# Task to complete:
Only the lines from the one containing "middle dip: (105, 105)" to the end of the entries should be written out, each exactly as it stands, both ends included.

# Data in this exercise:
====================

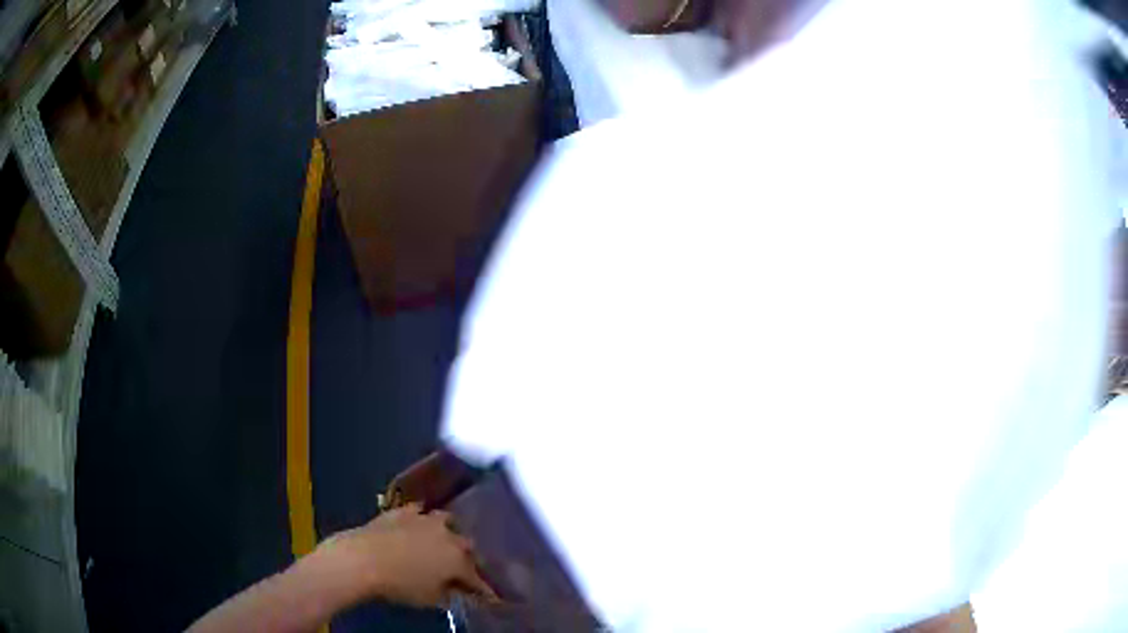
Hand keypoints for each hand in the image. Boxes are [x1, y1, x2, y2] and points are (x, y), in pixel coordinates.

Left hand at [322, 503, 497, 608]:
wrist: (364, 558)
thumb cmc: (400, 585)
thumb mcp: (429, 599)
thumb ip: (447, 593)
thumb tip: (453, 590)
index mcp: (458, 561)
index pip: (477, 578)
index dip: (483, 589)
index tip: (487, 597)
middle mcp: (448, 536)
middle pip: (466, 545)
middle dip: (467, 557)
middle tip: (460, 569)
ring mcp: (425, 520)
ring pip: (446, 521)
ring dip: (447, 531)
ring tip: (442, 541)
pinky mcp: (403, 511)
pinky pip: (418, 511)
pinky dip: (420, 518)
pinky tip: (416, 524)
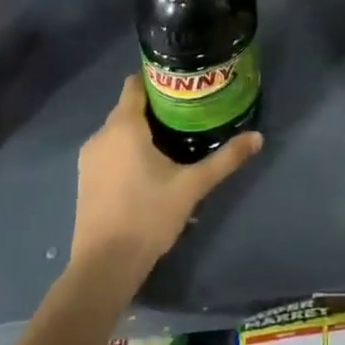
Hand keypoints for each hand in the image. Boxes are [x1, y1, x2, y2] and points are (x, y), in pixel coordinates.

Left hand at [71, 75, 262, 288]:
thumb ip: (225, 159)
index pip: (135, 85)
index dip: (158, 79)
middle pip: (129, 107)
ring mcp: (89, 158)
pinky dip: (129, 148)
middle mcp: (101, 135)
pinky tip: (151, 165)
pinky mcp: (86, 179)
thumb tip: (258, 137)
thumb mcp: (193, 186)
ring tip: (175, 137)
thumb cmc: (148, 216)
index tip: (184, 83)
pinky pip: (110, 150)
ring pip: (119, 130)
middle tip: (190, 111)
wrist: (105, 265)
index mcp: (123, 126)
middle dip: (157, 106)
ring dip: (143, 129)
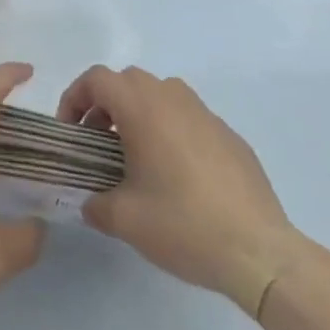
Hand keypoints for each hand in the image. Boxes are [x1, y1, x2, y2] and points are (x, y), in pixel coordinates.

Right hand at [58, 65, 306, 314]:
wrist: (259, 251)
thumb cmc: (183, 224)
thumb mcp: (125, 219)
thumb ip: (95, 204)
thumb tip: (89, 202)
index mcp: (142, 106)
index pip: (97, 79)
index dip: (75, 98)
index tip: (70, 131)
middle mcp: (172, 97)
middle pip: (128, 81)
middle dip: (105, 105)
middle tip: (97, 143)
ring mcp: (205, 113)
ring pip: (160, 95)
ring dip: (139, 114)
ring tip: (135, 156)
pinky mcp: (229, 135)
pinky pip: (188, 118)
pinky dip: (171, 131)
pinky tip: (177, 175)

====================

# Task answer:
middle dip: (105, 105)
middle tip: (97, 143)
ring mcp: (205, 113)
ring pip: (160, 95)
ring dip: (139, 114)
ring tip: (135, 156)
pinky mcp: (229, 135)
pinky pip: (188, 118)
pinky dip: (171, 131)
pinky tip: (177, 175)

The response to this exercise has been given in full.